Men with Balls: The Professional Athlete's Handbook

So you see, golf continues to present new, insurmountable challenges all the way through to your death. You’ll play out the rest of your life just as Sisyphus did. And that guy absolutely adored retirement.

RUN FOR OFFICE. Gerald Ford. Jack Kemp. Bill Bradley. Steve Largent. Heath Shuler. The list of famous athletes that went on to successful careers in politics is surprisingly robust. Former athletes make for great candidates because of one crucial trait: name recognition. Rookie candidates have to spend millions of dollars in campaign funds just to get their name out to the public. Ah, but you! People know who you are, my friend. They don’t know anything else about you, like your character, or your ethics, or whether you’d be the kind of congressman who would use Hurricane Katrina funds to build your mistress a luxury yurt in Wyoming. But hey, at least you aren’t some dipshit nobody.

As an athlete, you’re also well versed in dodging questions, and giving long-winded responses that have nothing to do with the question asked, and that’s important to political handlers all across the nation. Athletes are also considered by voters to be far more down-to-earth than their weaker, nonathletic opponents. Look at Hillary Clinton. I bet that frigid bitch never picked up a field hockey stick in her life.

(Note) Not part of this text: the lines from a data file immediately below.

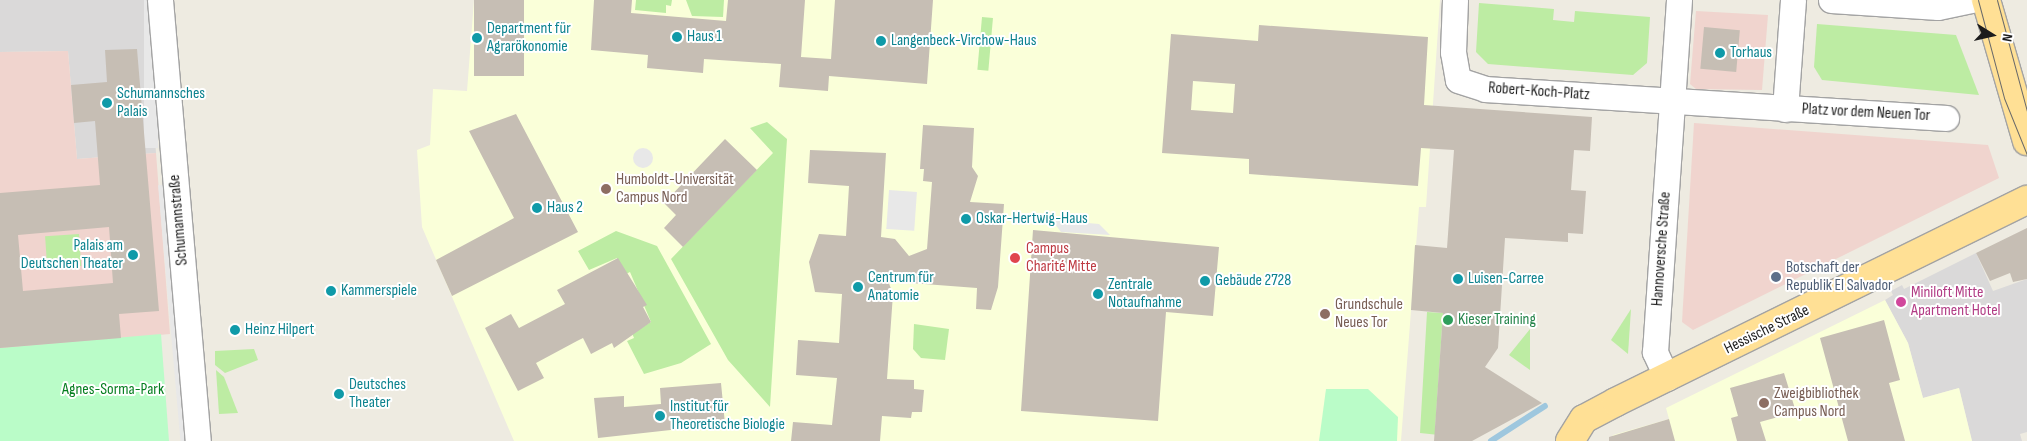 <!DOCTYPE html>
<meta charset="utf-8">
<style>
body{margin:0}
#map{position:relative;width:2027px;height:441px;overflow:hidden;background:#eeebe1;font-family:"Sofia Sans Condensed",sans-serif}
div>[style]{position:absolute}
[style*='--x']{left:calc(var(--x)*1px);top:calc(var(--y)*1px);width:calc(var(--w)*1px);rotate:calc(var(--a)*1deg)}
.residential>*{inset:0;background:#dad9d9}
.commercial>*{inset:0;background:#f0d4ce}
.education>*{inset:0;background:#faffd9}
.grass>*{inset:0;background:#bdeca3;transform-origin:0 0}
.park>*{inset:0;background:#bafcc8}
.parking>*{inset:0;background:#e8e8e8;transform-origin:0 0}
.round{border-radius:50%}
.stream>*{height:5.5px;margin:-2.75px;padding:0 2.75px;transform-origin:2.75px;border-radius:2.75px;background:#9ec7de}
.building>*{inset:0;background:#c6beb4;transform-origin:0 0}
.roads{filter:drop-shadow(1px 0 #a3a3a3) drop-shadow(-1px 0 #a3a3a3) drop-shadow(0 1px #a3a3a3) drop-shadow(0 -1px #a3a3a3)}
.minor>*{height:25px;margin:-12.5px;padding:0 12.5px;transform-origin:12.5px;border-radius:12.5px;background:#fff}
.major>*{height:28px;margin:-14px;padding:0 14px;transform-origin:14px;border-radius:14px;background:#ffe095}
.tram>*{height:1px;margin:-0.5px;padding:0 0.5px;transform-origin:0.5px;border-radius:0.5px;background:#6a6a6a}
.dots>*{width:14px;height:14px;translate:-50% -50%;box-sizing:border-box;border:2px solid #fff;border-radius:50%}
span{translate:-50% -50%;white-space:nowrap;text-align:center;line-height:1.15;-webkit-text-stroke:4px #fff;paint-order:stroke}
.culture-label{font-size:16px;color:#0d838f}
.left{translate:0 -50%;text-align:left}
.right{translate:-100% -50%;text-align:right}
.street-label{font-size:16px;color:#1c1c1c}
.education-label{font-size:16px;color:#785e54}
.health-label{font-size:16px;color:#be3a42}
.service-label{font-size:16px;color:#4e5e75}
.hotel-label{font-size:16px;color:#b23c85}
.leisure-label{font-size:16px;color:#27864d}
.park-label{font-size:16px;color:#067e20}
.north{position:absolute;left:1967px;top:10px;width:50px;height:50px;-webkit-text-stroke:4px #fff;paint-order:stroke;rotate:100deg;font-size:14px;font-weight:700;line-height:20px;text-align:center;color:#1c1c1c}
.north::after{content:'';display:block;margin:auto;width:18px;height:22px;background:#1c1c1c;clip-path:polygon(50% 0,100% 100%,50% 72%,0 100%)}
</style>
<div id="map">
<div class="residential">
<div style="clip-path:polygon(0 0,144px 0,156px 153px,77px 159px,68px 51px,0 52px)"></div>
<div style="clip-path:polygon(1976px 253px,1993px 291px,2027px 279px,2027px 432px,2020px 434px,2022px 441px,1972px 441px,1959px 388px,1923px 398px,1908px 343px,1885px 300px,1893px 295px,1891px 291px,1902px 285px,1904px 289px)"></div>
</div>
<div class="commercial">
<div style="clip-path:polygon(1696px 11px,1768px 15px,1762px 90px,1696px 89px,1690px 84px)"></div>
<div style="clip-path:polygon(68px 51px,77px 159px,156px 153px,170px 334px,0 349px,0 52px)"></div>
<div style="clip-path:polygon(1694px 123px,1988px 145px,1999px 178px,1693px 330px,1682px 322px)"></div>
</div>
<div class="education">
<div style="clip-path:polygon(474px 0,1440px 0,1426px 207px,1419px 207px,1401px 441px,514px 441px,422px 227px,417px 150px,430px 145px,433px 89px,467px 91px)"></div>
<div style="clip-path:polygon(1885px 300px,1908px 343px,1923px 398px,1959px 388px,1972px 441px,1610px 441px,1613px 435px,1669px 419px,1666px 408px)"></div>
</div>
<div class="grass">
<div style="clip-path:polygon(636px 0,672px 0,671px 6px,666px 5px,666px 13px,635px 10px)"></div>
<div style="clip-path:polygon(686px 0,724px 0,723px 17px,692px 16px)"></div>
<div style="clip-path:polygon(1479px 3px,1554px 9px,1553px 20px,1574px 22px,1575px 11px,1650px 17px,1647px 63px,1633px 75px,1488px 64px,1476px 52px)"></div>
<div style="left:982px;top:17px;width:11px;height:53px;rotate:5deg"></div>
<div style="clip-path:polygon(1817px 24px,1956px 35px,1979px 95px,1822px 80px,1814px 67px)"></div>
<div style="clip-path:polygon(767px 122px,787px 139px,770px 407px,728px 360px,671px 259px,773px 153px,750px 128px)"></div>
<div style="clip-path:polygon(616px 231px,657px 246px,711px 344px,681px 363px,644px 374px,627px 341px,634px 338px,632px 333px,651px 322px,630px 272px,626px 274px,617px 258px,589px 270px,578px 251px)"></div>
<div style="left:79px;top:234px;width:32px;height:34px;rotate:86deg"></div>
<div style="clip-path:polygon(1631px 309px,1628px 354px,1611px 340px)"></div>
<div style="clip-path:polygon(1427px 312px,1443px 313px,1435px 430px,1439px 435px,1420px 433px)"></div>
<div style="clip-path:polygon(914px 324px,949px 329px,945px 360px,921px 358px,913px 349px)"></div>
<div style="clip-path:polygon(1530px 329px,1530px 370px,1509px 355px)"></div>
<div style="clip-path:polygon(254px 349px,258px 360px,225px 373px,215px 365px,215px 351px)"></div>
<div style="clip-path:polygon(216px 370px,224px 377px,238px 413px,219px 414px)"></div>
</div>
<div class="park">
<div style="clip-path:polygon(161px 334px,169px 441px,0 441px,0 348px)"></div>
<div style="clip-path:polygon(1326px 389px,1368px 389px,1398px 417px,1397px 441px,1319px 441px)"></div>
</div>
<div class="parking">
<div style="left:144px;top:0;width:14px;height:148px"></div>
<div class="round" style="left:633px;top:148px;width:20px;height:20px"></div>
<div style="left:171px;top:184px;width:258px;height:13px;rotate:85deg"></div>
<div style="left:889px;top:190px;width:28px;height:39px;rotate:4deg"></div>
<div style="clip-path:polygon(1052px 220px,1099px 224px,1110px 235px,1061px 232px)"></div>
</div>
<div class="stream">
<div style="--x:1491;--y:441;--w:64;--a:-32.9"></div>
</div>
<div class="building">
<div style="left:474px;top:0;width:50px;height:76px"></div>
<div style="clip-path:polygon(594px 0,632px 0,631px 13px,726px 21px,728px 0,805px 0,801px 57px,831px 59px,835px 0,933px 0,927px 84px,829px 76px,828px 91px,779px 87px,781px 64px,704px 59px,703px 73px,647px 68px,648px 55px,591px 50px)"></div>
<div style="clip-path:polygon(evenodd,1259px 25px,1428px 37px,1424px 105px,1592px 117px,1590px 151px,1574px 150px,1571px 190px,1586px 191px,1583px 234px,1568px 233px,1568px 242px,1505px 238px,1498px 348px,1485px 367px,1542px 403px,1472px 441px,1434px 441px,1443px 313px,1411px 310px,1415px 245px,1447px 248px,1454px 150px,1421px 148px,1418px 186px,1249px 174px,1249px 159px,1162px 153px,1171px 34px,1258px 41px,1259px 25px,1193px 81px,1235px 84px,1233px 113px,1191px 110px,1193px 81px)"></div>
<div style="left:1704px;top:27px;width:36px;height:42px;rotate:5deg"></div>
<div style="clip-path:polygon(evenodd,137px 49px,159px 311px,119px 314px,121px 338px,0 348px,0 193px,100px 185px,95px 121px,74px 123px,71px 85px,107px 82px,105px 50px,137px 49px,109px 227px,113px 283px,23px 291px,18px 235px,109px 227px)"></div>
<div style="clip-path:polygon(516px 114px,578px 232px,452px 296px,436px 260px,514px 218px,469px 131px)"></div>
<div style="clip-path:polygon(923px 125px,974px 128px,972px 167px,978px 176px,970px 202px,1004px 204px,998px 287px,991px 310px,976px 309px,977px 288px,911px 283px,885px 273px,893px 294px,887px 379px,914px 380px,914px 389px,924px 390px,922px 412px,912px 412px,911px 418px,882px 416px,880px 441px,791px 441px,793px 422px,832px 425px,837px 378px,796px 375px,798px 340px,839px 343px,842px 294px,815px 292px,809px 262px,819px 234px,846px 236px,849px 186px,808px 183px,810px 150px,886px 153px,881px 237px,895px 239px,909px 256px,927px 249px,932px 182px,923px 181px,924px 169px,920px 169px)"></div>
<div style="clip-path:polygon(725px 139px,757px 170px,683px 247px,664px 228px,676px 215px,664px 203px)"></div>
<div style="clip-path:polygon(2027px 228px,2027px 279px,2013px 282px,2010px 273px,1990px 281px,1976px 253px)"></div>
<div style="clip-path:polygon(1033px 230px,1219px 247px,1213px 316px,1166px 312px,1158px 421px,1021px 411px)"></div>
<div style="clip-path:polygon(618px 258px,647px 305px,643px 307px,651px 322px,614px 348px,612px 343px,591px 354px,583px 338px,577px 341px,536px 363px,544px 378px,518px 391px,485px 328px,511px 314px,519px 328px,565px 304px,557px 290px)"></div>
<div style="clip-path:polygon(1884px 320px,1900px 380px,1889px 383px,1905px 441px,1848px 441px,1820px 338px)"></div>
<div style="clip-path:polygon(1784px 373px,1796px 412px,1760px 422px,1766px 441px,1737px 441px,1731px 418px,1738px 416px,1730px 388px)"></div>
<div style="clip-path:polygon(721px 383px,725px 424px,598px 438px,594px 398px,624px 396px,624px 407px,661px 404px,660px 388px)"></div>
<div style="clip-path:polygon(1669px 419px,1675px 441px,1609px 441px,1609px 437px)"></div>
</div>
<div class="roads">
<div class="minor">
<div style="--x:160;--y:0;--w:443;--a:85.1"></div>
<div style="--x:1455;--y:0;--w:52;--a:92.2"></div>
<div style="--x:1453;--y:52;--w:28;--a:80"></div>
<div style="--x:1458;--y:80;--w:28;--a:18"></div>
<div style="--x:1485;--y:89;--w:462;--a:3.6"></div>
<div style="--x:1831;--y:0;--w:107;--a:3.7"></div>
<div style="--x:1938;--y:7;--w:34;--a:-12"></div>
<div style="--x:1785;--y:109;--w:109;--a:-85.8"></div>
<div style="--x:1667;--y:378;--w:29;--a:-115"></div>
<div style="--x:1655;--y:352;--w:353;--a:-86.1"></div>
</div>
<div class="major">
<div style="--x:1986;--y:0;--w:147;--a:73.8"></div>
<div style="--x:1570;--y:441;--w:26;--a:-58"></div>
<div style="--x:1584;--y:419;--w:36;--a:-28"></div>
<div style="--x:1616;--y:402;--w:458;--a:-26.2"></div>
</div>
</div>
<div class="tram">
<div style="--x:1978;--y:0;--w:101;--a:75.1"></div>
<div style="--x:2004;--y:98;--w:61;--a:68"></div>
<div style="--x:1997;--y:0;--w:115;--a:74.9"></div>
</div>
<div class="dots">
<div style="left:677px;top:37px;background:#0f9aa8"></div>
<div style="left:477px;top:38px;background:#0f9aa8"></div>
<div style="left:881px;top:41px;background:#0f9aa8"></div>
<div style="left:1720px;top:53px;background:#0f9aa8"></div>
<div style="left:107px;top:103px;background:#0f9aa8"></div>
<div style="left:606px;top:189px;background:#8d6e63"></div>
<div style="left:537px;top:208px;background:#0f9aa8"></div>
<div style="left:966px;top:219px;background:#0f9aa8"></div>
<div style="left:133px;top:255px;background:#0f9aa8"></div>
<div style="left:1015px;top:258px;background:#e0444e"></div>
<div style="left:1776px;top:277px;background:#5c6f8a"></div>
<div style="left:1458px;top:279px;background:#0f9aa8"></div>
<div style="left:1205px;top:281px;background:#0f9aa8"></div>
<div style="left:858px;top:287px;background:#0f9aa8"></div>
<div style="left:331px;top:291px;background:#0f9aa8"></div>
<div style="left:1098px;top:294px;background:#0f9aa8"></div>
<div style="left:1901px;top:302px;background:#d1479c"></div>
<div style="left:1325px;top:314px;background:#8d6e63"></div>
<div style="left:1448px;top:320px;background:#2e9e5b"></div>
<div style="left:235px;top:330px;background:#0f9aa8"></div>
<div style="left:339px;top:394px;background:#0f9aa8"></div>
<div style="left:1764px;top:403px;background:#8d6e63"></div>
<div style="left:660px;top:416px;background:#0f9aa8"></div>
</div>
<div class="culture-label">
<span class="left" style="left:487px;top:38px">Department für<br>Agrarökonomie</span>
<span class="left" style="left:687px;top:37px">Haus 1</span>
<span class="left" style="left:891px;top:41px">Langenbeck-Virchow-Haus</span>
<span class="left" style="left:1730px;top:53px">Torhaus</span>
<span class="left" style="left:117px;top:103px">Schumannsches<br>Palais</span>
<span class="left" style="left:547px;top:208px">Haus 2</span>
<span class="left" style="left:976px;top:219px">Oskar-Hertwig-Haus</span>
<span class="right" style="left:123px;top:255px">Palais am<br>Deutschen Theater</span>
<span class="left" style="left:868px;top:287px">Centrum für<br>Anatomie</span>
<span class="left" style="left:1468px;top:279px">Luisen-Carree</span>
<span class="left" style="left:1215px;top:281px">Gebäude 2728</span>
<span class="left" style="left:1108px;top:294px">Zentrale<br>Notaufnahme</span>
<span class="left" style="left:341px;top:291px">Kammerspiele</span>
<span class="left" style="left:245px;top:330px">Heinz Hilpert</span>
<span class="left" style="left:349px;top:394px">Deutsches<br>Theater</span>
<span class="left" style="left:670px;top:416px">Institut für<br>Theoretische Biologie</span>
</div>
<div class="street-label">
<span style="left:1539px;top:92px;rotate:4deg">Robert-Koch-Platz</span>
<span style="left:1866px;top:113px;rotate:3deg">Platz vor dem Neuen Tor</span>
<span style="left:179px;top:220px;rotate:-95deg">Schumannstraße</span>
<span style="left:1662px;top:249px;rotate:-86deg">Hannoversche Straße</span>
<span style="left:1767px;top:330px;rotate:-26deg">Hessische Straße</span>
</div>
<div class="education-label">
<span class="left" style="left:616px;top:189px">Humboldt-Universität<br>Campus Nord</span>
<span class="left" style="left:1335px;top:314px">Grundschule<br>Neues Tor</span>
<span class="left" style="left:1774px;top:403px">Zweigbibliothek<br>Campus Nord</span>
</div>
<div class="health-label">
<span class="left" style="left:1026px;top:258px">Campus<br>Charité Mitte</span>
</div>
<div class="service-label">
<span class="left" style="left:1786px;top:277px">Botschaft der<br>Republik El Salvador</span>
</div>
<div class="hotel-label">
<span class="left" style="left:1911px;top:302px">Miniloft Mitte<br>Apartment Hotel</span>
</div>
<div class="leisure-label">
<span class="left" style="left:1458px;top:320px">Kieser Training</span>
</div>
<div class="park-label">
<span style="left:113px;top:390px">Agnes-Sorma-Park</span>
</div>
<div class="north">N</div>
</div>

ACT. Pro sports serve as a direct pipeline into Hollywood. Howie Long, Brian Bosworth, Jim Brown, Alex Karras, Lawrence Taylor, OJ Simpson: they all went into acting after hanging it up, and so can you. You’ll be playing the part of yourself. And it doesn’t matter if you’re not a great athlete anymore. They can just CGI that shit. You’ll look fucking good. Best of all, you’ll spend the rest of your life just like all other Angelenos: casually disenchanted with everything, constantly text-messaging other people when you have company over, and flaking out on friends and family so that you can hang out at the Chateau Marmont while staring at the inside of your own rectum.

HIT THE MEMORABILIA CIRCUIT. Remember the autograph hounds in chapter 5? Well, how would you like to hang out with them all day long? In exotic locales such as Albany, Grand Rapids, and Spokane? With fellow autograph whores such as Pete Rose? Sound like fun? Then go for it! You’re probably the kind of person who doesn’t care whether you live or die anyway!

NURSE YOUR CHRONIC PAIN. If you played in the NFL or participated in any other sort of physically taxing sport, chances are you’re not going to be able to do much of anything once you retire. You’ll probably need a knee replaced. And a hip. And a shoulder. And a larynx. You may need five or more prosthetics. You may need a cane. You may need those arm brace crutch thingys that one chick on ER wore that make you look like you’re dying of polio.

Regardless, you’re probably going to play out the rest of your life tending to your chronic ailments. During the few hours a day you don’t spend in a doctor’s waiting room, you’re going to need enough painkillers to kill Judy Garland all over again. But let me tell you something about living the rest of your life in a drug-induced stupor, with only your memories to comfort you: those drugs are awesome. And legal. They make you feel like you’re lying on a warm down comforter. Throw in a vodka tonic for good measure and you are living the high life, my friend. Even shitty movies are good when you’re on Percocet.

Like I said, you already won the game of life, baby. That Demerol pumping through you? That is just icing on the cake.

Deeply Penetrating the Numbers





54.2


The life span of the average professional athlete is 54.2 years. Bored with your retirement? Don’t worry. It’s not gonna last very long.

Death, and how it will affect your career.

Welcome to the end. This is it. You’re dead. But, as an athlete, you’re not quite as dead as all the other regular schmucks out there. You see, great athletes often transcend death. Their names live on long after they’ve shuffled off this mortal coil. They have books written about them. They get tunnels and bridges named after them. They live on in memories passed down from one generation of fans to the next. Athletes like Babe Ruth, Ty Cobb, and Ben Hogan: these men still live on in spirit. In fact, they thrive. Many of them are far better known today than they were when they were alive.

And that’s the best part about being a professional athlete: even when you’re dead, you’re still kind of famous.